> INSTRUCTIONS FOR THE TASK
Set out the records below again exactly; skip the images.

[Saved data entries]
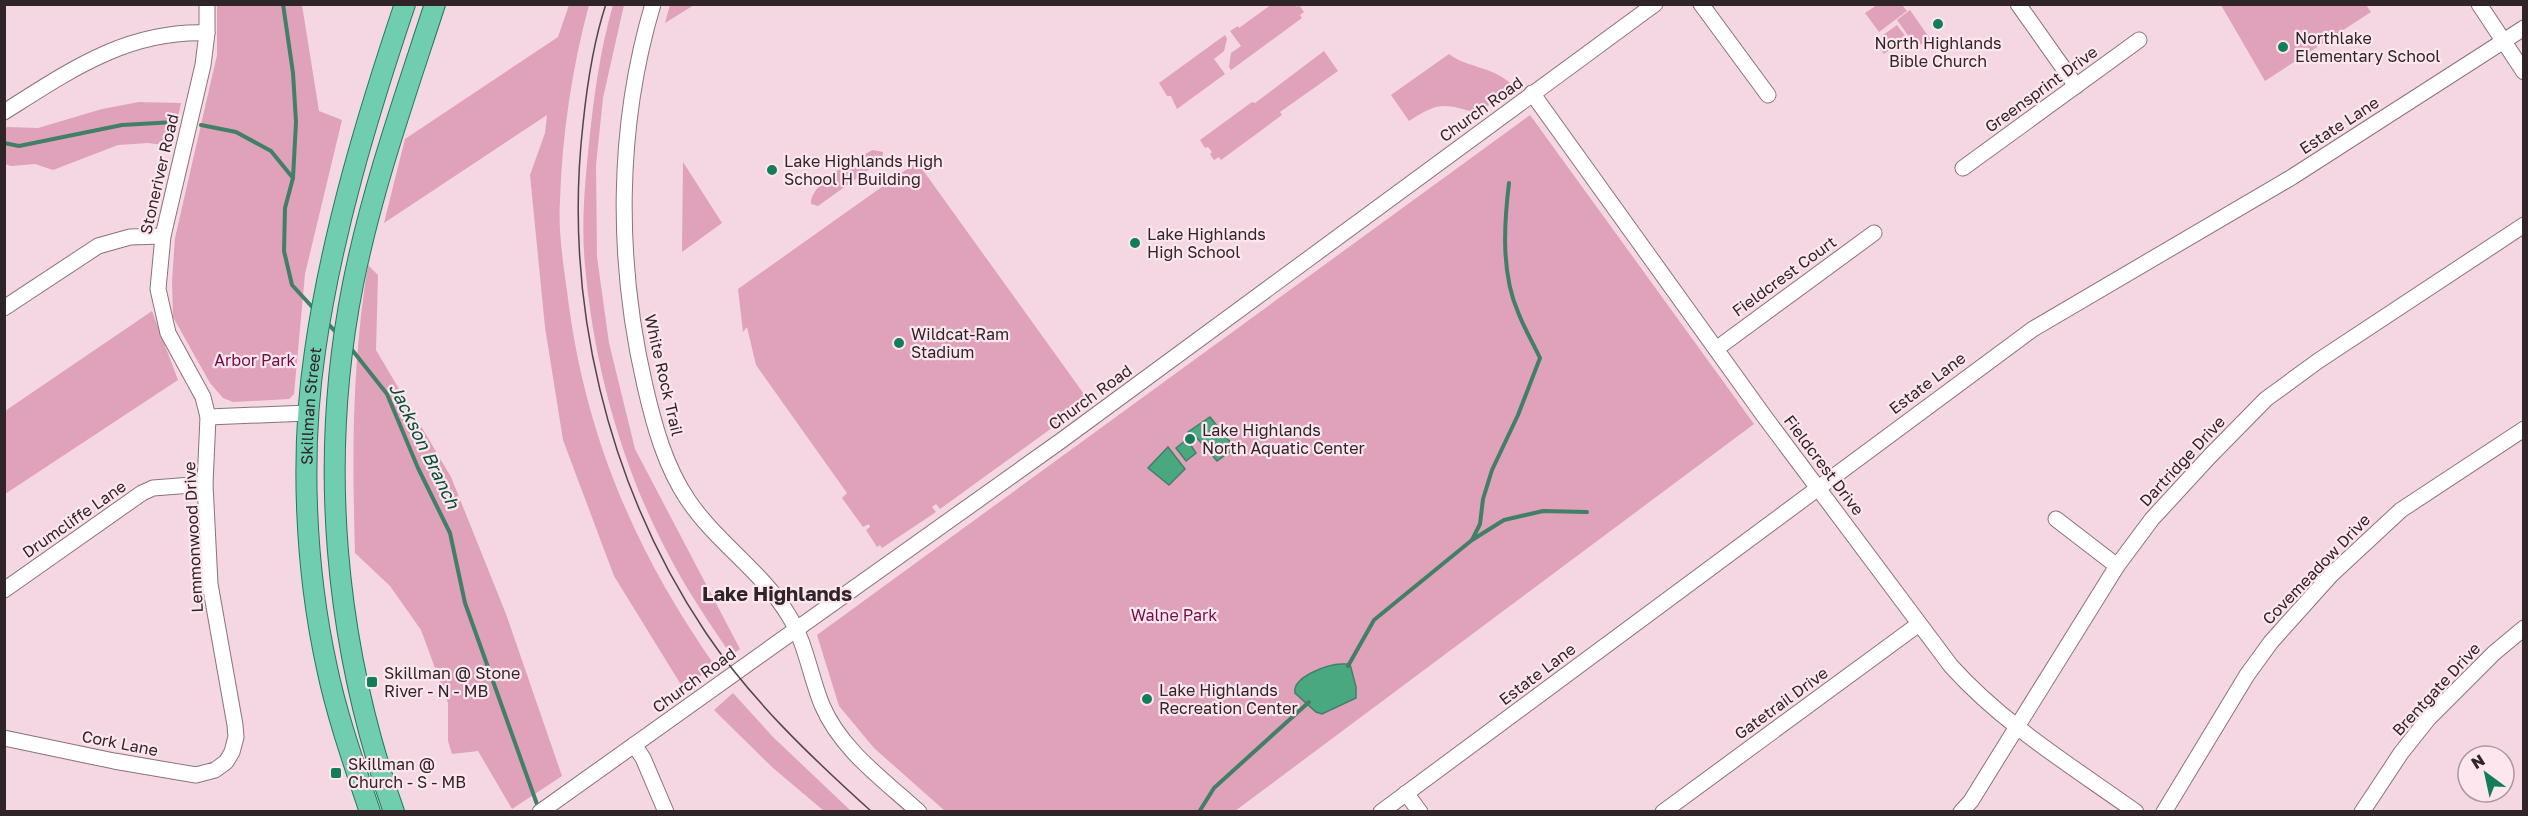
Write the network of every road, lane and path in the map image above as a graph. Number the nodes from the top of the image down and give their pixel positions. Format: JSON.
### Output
{"nodes":[{"id":1,"x":207,"y":4,"type":"edge"},
{"id":2,"x":405,"y":4,"type":"edge"},
{"id":3,"x":435,"y":4,"type":"edge"},
{"id":4,"x":652,"y":4,"type":"edge"},
{"id":5,"x":1655,"y":4,"type":"edge"},
{"id":6,"x":1701,"y":4,"type":"edge"},
{"id":7,"x":2018,"y":4,"type":"edge"},
{"id":8,"x":2479,"y":4,"type":"edge"},
{"id":9,"x":2523,"y":28,"type":"edge"},
{"id":10,"x":207,"y":33,"type":"junction"},
{"id":11,"x":395,"y":35,"type":"junction"},
{"id":12,"x":2139,"y":40,"type":"dead end"},
{"id":13,"x":2503,"y":41,"type":"junction"},
{"id":14,"x":422,"y":45,"type":"junction"},
{"id":15,"x":2523,"y":72,"type":"edge"},
{"id":16,"x":2076,"y":86,"type":"junction"},
{"id":17,"x":1532,"y":93,"type":"junction"},
{"id":18,"x":1768,"y":95,"type":"dead end"},
{"id":19,"x":4,"y":112,"type":"edge"},
{"id":20,"x":1963,"y":168,"type":"dead end"},
{"id":21,"x":2523,"y":225,"type":"edge"},
{"id":22,"x":1874,"y":233,"type":"dead end"},
{"id":23,"x":163,"y":236,"type":"junction"},
{"id":24,"x":4,"y":308,"type":"edge"},
{"id":25,"x":1716,"y":349,"type":"junction"},
{"id":26,"x":176,"y":350,"type":"joint"},
{"id":27,"x":309,"y":405,"type":"junction"},
{"id":28,"x":208,"y":417,"type":"junction"},
{"id":29,"x":2523,"y":429,"type":"edge"},
{"id":30,"x":334,"y":481,"type":"junction"},
{"id":31,"x":205,"y":484,"type":"junction"},
{"id":32,"x":1817,"y":487,"type":"junction"},
{"id":33,"x":2056,"y":519,"type":"dead end"},
{"id":34,"x":2117,"y":566,"type":"junction"},
{"id":35,"x":4,"y":590,"type":"edge"},
{"id":36,"x":1919,"y":624,"type":"junction"},
{"id":37,"x":796,"y":628,"type":"junction"},
{"id":38,"x":2523,"y":628,"type":"edge"},
{"id":39,"x":2016,"y":726,"type":"junction"},
{"id":40,"x":4,"y":738,"type":"edge"},
{"id":41,"x":634,"y":745,"type":"junction"},
{"id":42,"x":226,"y":762,"type":"joint"},
{"id":43,"x":1406,"y":792,"type":"junction"},
{"id":44,"x":370,"y":812,"type":"edge"},
{"id":45,"x":394,"y":812,"type":"edge"},
{"id":46,"x":540,"y":812,"type":"edge"},
{"id":47,"x":666,"y":812,"type":"edge"},
{"id":48,"x":920,"y":812,"type":"edge"},
{"id":49,"x":1381,"y":812,"type":"edge"},
{"id":50,"x":1420,"y":812,"type":"edge"},
{"id":51,"x":1663,"y":812,"type":"edge"},
{"id":52,"x":1961,"y":812,"type":"edge"},
{"id":53,"x":2136,"y":812,"type":"edge"},
{"id":54,"x":2164,"y":812,"type":"edge"},
{"id":55,"x":2362,"y":812,"type":"edge"}],
"edges":[{"from":1,"to":10,"type":"street","name":"Stoneriver Road"},
{"from":2,"to":11,"type":"main road","name":"Skillman Street"},
{"from":3,"to":14,"type":"main road","name":"Skillman Street"},
{"from":4,"to":37,"type":"street","name":"White Rock Trail"},
{"from":5,"to":17,"type":"street","name":"Church Road"},
{"from":6,"to":18,"type":"street"},
{"from":7,"to":16,"type":"street"},
{"from":8,"to":13,"type":"street"},
{"from":9,"to":13,"type":"street","name":"Estate Lane"},
{"from":10,"to":19,"type":"street"},
{"from":10,"to":23,"type":"street","name":"Stoneriver Road"},
{"from":11,"to":14,"type":"main road"},
{"from":11,"to":27,"type":"main road","name":"Skillman Street"},
{"from":12,"to":16,"type":"street","name":"Greensprint Drive"},
{"from":13,"to":15,"type":"street"},
{"from":13,"to":32,"type":"street","name":"Estate Lane"},
{"from":14,"to":30,"type":"main road","name":"Skillman Street"},
{"from":16,"to":20,"type":"street","name":"Greensprint Drive"},
{"from":17,"to":25,"type":"street","name":"Fieldcrest Drive"},
{"from":17,"to":37,"type":"street","name":"Church Road"},
{"from":21,"to":34,"type":"street","name":"Dartridge Drive"},
{"from":22,"to":25,"type":"street","name":"Fieldcrest Court"},
{"from":23,"to":24,"type":"street"},
{"from":23,"to":26,"type":"street","name":"Stoneriver Road"},
{"from":25,"to":32,"type":"street","name":"Fieldcrest Drive"},
{"from":26,"to":28,"type":"street","name":"Lemmonwood Drive"},
{"from":27,"to":28,"type":"street"},
{"from":27,"to":30,"type":"main road"},
{"from":27,"to":44,"type":"main road","name":"Skillman Street"},
{"from":28,"to":31,"type":"street","name":"Lemmonwood Drive"},
{"from":29,"to":54,"type":"street","name":"Covemeadow Drive"},
{"from":30,"to":45,"type":"main road","name":"Skillman Street"},
{"from":31,"to":35,"type":"street","name":"Drumcliffe Lane"},
{"from":31,"to":42,"type":"street","name":"Lemmonwood Drive"},
{"from":32,"to":36,"type":"street","name":"Fieldcrest Drive"},
{"from":32,"to":43,"type":"street","name":"Estate Lane"},
{"from":33,"to":34,"type":"street"},
{"from":34,"to":39,"type":"street","name":"Dartridge Drive"},
{"from":36,"to":39,"type":"street","name":"Fieldcrest Drive"},
{"from":36,"to":51,"type":"street","name":"Gatetrail Drive"},
{"from":37,"to":41,"type":"street","name":"Church Road"},
{"from":37,"to":48,"type":"street","name":"White Rock Trail"},
{"from":38,"to":55,"type":"street","name":"Brentgate Drive"},
{"from":39,"to":52,"type":"street","name":"Dartridge Drive"},
{"from":39,"to":53,"type":"street","name":"Fieldcrest Drive"},
{"from":40,"to":42,"type":"street","name":"Cork Lane"},
{"from":41,"to":46,"type":"street","name":"Church Road"},
{"from":41,"to":47,"type":"street"},
{"from":43,"to":49,"type":"street","name":"Estate Lane"},
{"from":43,"to":50,"type":"street"}]}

> TASK OUTPUT
Write the network of every road, lane and path in the map image above as a graph. Number the nodes from the top of the image down and give their pixel positions. Format: JSON.
### Output
{"nodes":[{"id":1,"x":207,"y":4,"type":"edge"},
{"id":2,"x":405,"y":4,"type":"edge"},
{"id":3,"x":435,"y":4,"type":"edge"},
{"id":4,"x":652,"y":4,"type":"edge"},
{"id":5,"x":1655,"y":4,"type":"edge"},
{"id":6,"x":1701,"y":4,"type":"edge"},
{"id":7,"x":2018,"y":4,"type":"edge"},
{"id":8,"x":2479,"y":4,"type":"edge"},
{"id":9,"x":2523,"y":28,"type":"edge"},
{"id":10,"x":207,"y":33,"type":"junction"},
{"id":11,"x":395,"y":35,"type":"junction"},
{"id":12,"x":2139,"y":40,"type":"dead end"},
{"id":13,"x":2503,"y":41,"type":"junction"},
{"id":14,"x":422,"y":45,"type":"junction"},
{"id":15,"x":2523,"y":72,"type":"edge"},
{"id":16,"x":2076,"y":86,"type":"junction"},
{"id":17,"x":1532,"y":93,"type":"junction"},
{"id":18,"x":1768,"y":95,"type":"dead end"},
{"id":19,"x":4,"y":112,"type":"edge"},
{"id":20,"x":1963,"y":168,"type":"dead end"},
{"id":21,"x":2523,"y":225,"type":"edge"},
{"id":22,"x":1874,"y":233,"type":"dead end"},
{"id":23,"x":163,"y":236,"type":"junction"},
{"id":24,"x":4,"y":308,"type":"edge"},
{"id":25,"x":1716,"y":349,"type":"junction"},
{"id":26,"x":176,"y":350,"type":"joint"},
{"id":27,"x":309,"y":405,"type":"junction"},
{"id":28,"x":208,"y":417,"type":"junction"},
{"id":29,"x":2523,"y":429,"type":"edge"},
{"id":30,"x":334,"y":481,"type":"junction"},
{"id":31,"x":205,"y":484,"type":"junction"},
{"id":32,"x":1817,"y":487,"type":"junction"},
{"id":33,"x":2056,"y":519,"type":"dead end"},
{"id":34,"x":2117,"y":566,"type":"junction"},
{"id":35,"x":4,"y":590,"type":"edge"},
{"id":36,"x":1919,"y":624,"type":"junction"},
{"id":37,"x":796,"y":628,"type":"junction"},
{"id":38,"x":2523,"y":628,"type":"edge"},
{"id":39,"x":2016,"y":726,"type":"junction"},
{"id":40,"x":4,"y":738,"type":"edge"},
{"id":41,"x":634,"y":745,"type":"junction"},
{"id":42,"x":226,"y":762,"type":"joint"},
{"id":43,"x":1406,"y":792,"type":"junction"},
{"id":44,"x":370,"y":812,"type":"edge"},
{"id":45,"x":394,"y":812,"type":"edge"},
{"id":46,"x":540,"y":812,"type":"edge"},
{"id":47,"x":666,"y":812,"type":"edge"},
{"id":48,"x":920,"y":812,"type":"edge"},
{"id":49,"x":1381,"y":812,"type":"edge"},
{"id":50,"x":1420,"y":812,"type":"edge"},
{"id":51,"x":1663,"y":812,"type":"edge"},
{"id":52,"x":1961,"y":812,"type":"edge"},
{"id":53,"x":2136,"y":812,"type":"edge"},
{"id":54,"x":2164,"y":812,"type":"edge"},
{"id":55,"x":2362,"y":812,"type":"edge"}],
"edges":[{"from":1,"to":10,"type":"street","name":"Stoneriver Road"},
{"from":2,"to":11,"type":"main road","name":"Skillman Street"},
{"from":3,"to":14,"type":"main road","name":"Skillman Street"},
{"from":4,"to":37,"type":"street","name":"White Rock Trail"},
{"from":5,"to":17,"type":"street","name":"Church Road"},
{"from":6,"to":18,"type":"street"},
{"from":7,"to":16,"type":"street"},
{"from":8,"to":13,"type":"street"},
{"from":9,"to":13,"type":"street","name":"Estate Lane"},
{"from":10,"to":19,"type":"street"},
{"from":10,"to":23,"type":"street","name":"Stoneriver Road"},
{"from":11,"to":14,"type":"main road"},
{"from":11,"to":27,"type":"main road","name":"Skillman Street"},
{"from":12,"to":16,"type":"street","name":"Greensprint Drive"},
{"from":13,"to":15,"type":"street"},
{"from":13,"to":32,"type":"street","name":"Estate Lane"},
{"from":14,"to":30,"type":"main road","name":"Skillman Street"},
{"from":16,"to":20,"type":"street","name":"Greensprint Drive"},
{"from":17,"to":25,"type":"street","name":"Fieldcrest Drive"},
{"from":17,"to":37,"type":"street","name":"Church Road"},
{"from":21,"to":34,"type":"street","name":"Dartridge Drive"},
{"from":22,"to":25,"type":"street","name":"Fieldcrest Court"},
{"from":23,"to":24,"type":"street"},
{"from":23,"to":26,"type":"street","name":"Stoneriver Road"},
{"from":25,"to":32,"type":"street","name":"Fieldcrest Drive"},
{"from":26,"to":28,"type":"street","name":"Lemmonwood Drive"},
{"from":27,"to":28,"type":"street"},
{"from":27,"to":30,"type":"main road"},
{"from":27,"to":44,"type":"main road","name":"Skillman Street"},
{"from":28,"to":31,"type":"street","name":"Lemmonwood Drive"},
{"from":29,"to":54,"type":"street","name":"Covemeadow Drive"},
{"from":30,"to":45,"type":"main road","name":"Skillman Street"},
{"from":31,"to":35,"type":"street","name":"Drumcliffe Lane"},
{"from":31,"to":42,"type":"street","name":"Lemmonwood Drive"},
{"from":32,"to":36,"type":"street","name":"Fieldcrest Drive"},
{"from":32,"to":43,"type":"street","name":"Estate Lane"},
{"from":33,"to":34,"type":"street"},
{"from":34,"to":39,"type":"street","name":"Dartridge Drive"},
{"from":36,"to":39,"type":"street","name":"Fieldcrest Drive"},
{"from":36,"to":51,"type":"street","name":"Gatetrail Drive"},
{"from":37,"to":41,"type":"street","name":"Church Road"},
{"from":37,"to":48,"type":"street","name":"White Rock Trail"},
{"from":38,"to":55,"type":"street","name":"Brentgate Drive"},
{"from":39,"to":52,"type":"street","name":"Dartridge Drive"},
{"from":39,"to":53,"type":"street","name":"Fieldcrest Drive"},
{"from":40,"to":42,"type":"street","name":"Cork Lane"},
{"from":41,"to":46,"type":"street","name":"Church Road"},
{"from":41,"to":47,"type":"street"},
{"from":43,"to":49,"type":"street","name":"Estate Lane"},
{"from":43,"to":50,"type":"street"}]}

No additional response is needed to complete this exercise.